◆ Exercise goal
Without any pictures, restate the full set of records below exactly.

◆ Records for this exercise
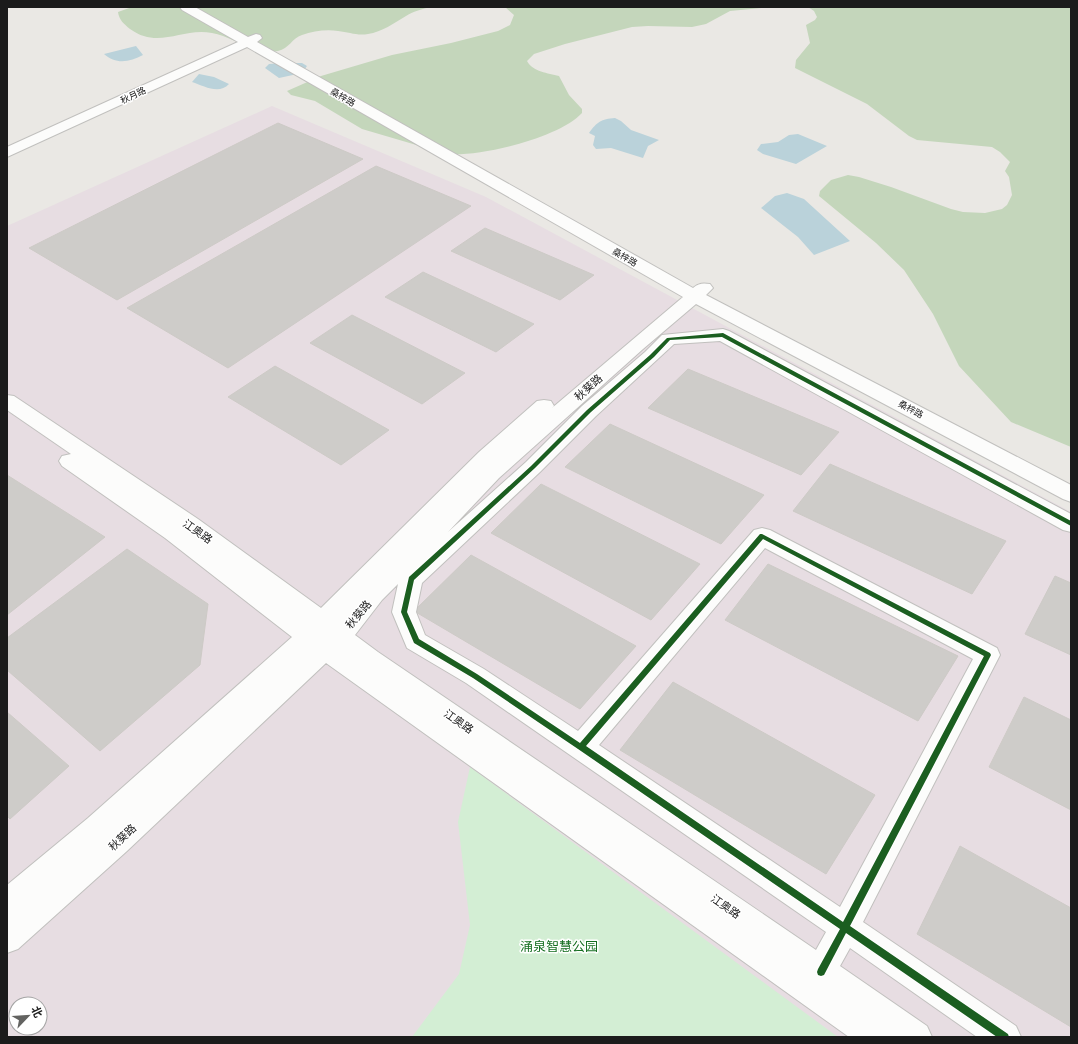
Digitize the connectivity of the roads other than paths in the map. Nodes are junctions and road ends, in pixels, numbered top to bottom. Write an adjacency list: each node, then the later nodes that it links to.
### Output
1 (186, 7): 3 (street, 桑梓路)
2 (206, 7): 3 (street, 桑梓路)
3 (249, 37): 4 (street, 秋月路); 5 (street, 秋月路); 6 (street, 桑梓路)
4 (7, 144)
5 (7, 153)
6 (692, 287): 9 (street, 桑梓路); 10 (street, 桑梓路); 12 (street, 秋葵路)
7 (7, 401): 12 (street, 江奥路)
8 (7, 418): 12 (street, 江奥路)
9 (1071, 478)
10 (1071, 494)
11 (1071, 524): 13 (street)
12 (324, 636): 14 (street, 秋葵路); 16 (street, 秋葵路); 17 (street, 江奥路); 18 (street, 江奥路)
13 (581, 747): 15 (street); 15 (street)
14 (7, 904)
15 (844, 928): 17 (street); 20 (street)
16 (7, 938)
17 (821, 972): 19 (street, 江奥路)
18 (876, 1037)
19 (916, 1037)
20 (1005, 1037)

◆ Finished task
Digitize the connectivity of the roads other than paths in the map. Nodes are junctions and road ends, in pixels, numbered top to bottom. Write an adjacency list: each node, then the later nodes that it links to.
### Output
1 (186, 7): 3 (street, 桑梓路)
2 (206, 7): 3 (street, 桑梓路)
3 (249, 37): 4 (street, 秋月路); 5 (street, 秋月路); 6 (street, 桑梓路)
4 (7, 144)
5 (7, 153)
6 (692, 287): 9 (street, 桑梓路); 10 (street, 桑梓路); 12 (street, 秋葵路)
7 (7, 401): 12 (street, 江奥路)
8 (7, 418): 12 (street, 江奥路)
9 (1071, 478)
10 (1071, 494)
11 (1071, 524): 13 (street)
12 (324, 636): 14 (street, 秋葵路); 16 (street, 秋葵路); 17 (street, 江奥路); 18 (street, 江奥路)
13 (581, 747): 15 (street); 15 (street)
14 (7, 904)
15 (844, 928): 17 (street); 20 (street)
16 (7, 938)
17 (821, 972): 19 (street, 江奥路)
18 (876, 1037)
19 (916, 1037)
20 (1005, 1037)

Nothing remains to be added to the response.